The Parish of Sutton with Seaford

This was a Father’s Day present bought by a Daughter, chosen by Son in Law from shop in Seaford. It was on my wish list. Its very good you’d be welcome to borrow it.
Janina Ramirez is an excellent writer. You can’t go wrong with her. My favourite would still be her “Private Lives of Saints”.
This book, Femina, looks at forgotten women across the early Middle Ages.
Starting with Queen Bertha of Kent who was here to welcome a very nervous Augustine to Canterbury. She had come over from France and been married off to Aethelburt. They had a son and a daughter. The son became King and reverted much of his kingdom back to pagan gods. The daughter Aethelburg married Edwin of Northumbria who became a Christian and they had a daughter Eanfled. She married Edwin’s successor as King of Northumbria but then went off to establish a double monastery. I suppose the encouragement and challenge is to see the role of parents in the faith of our children. I don’t think it was any easier then than now.
St Hild of Streanshalh was the key woman at synod of Whitby 664. Cynethryth was the only woman to have her own coins minted. Her daughter Eadburgh accidentally poisoned her husband.  Aethelflaed, the Lady of Mercia, pushed back the invading Danes. Birka was a Viking warrior woman from Sweden. For this woman, the author is relying more on archaeology than Gildas or Bede. She mentions how in Scandinavia around 1050, they went through a practice of digging up the bones of ancestors in order to baptise them. This idea is based on an obscure verse from St Paul about the baptism of the dead.
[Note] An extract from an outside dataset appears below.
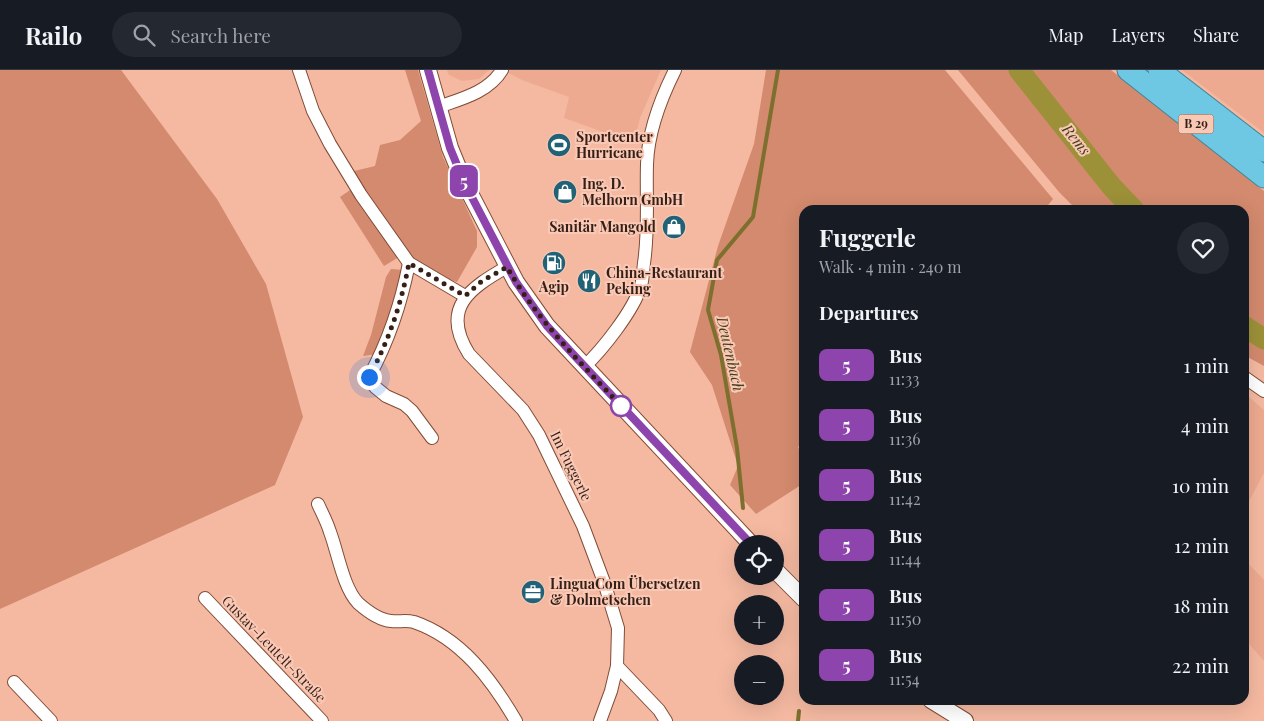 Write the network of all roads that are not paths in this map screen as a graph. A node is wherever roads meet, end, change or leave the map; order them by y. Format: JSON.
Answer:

I suppose her point, for this paragraph, is to show how there were lots of powerful women doing amazing stuff.
I thought it clever the way she brought in the Bayeux Tapestry. Presuming that history is mostly written by males, here is some history woven by women. She argues that Harold was not hit in the eye, as we all assumed from the tapestry but instead is the bloke to his right clearly hacked and trampled on. And here is Bishop Odo in full armour wielding a large club encouraging his soldiers forward. Perhaps it’s as well that Bishops don’t wield clubs anymore. Mostly they wield archdeacons.
The only bit I am not so sure about is her take on “The Benedictine Reform which had spread across Europe in the tenth century”. The author sees this as local rulers investing in one set of monks rather than the large variety that had sprung up thus giving the Benedictines a chance to stamp out heresy, a sort of early form of inquisition.
I don’t quite buy it because the monastic orders were very independent, and didn’t need state financing as they grew wealthy so they became a victim of their own success.
But the authors point is that the Benedictines were needed to combat the rise of heresies like the Cathars in France. The Waldensians were a sort of proto-reformation movement, and then what with Monastic orders like Cluniacs, Franciscans, Dominicans all popping up it was hard to keep up.
My favourite was the chapter on Jadwiga. She, yes she, became King, yes King, of Poland 1384. She was instrumental in encouraging the faith, unafraid to lead her army. Her plaque in Kraków refers to the coronation of Hedwig. And that makes me think of an owl from JKRowling obviously.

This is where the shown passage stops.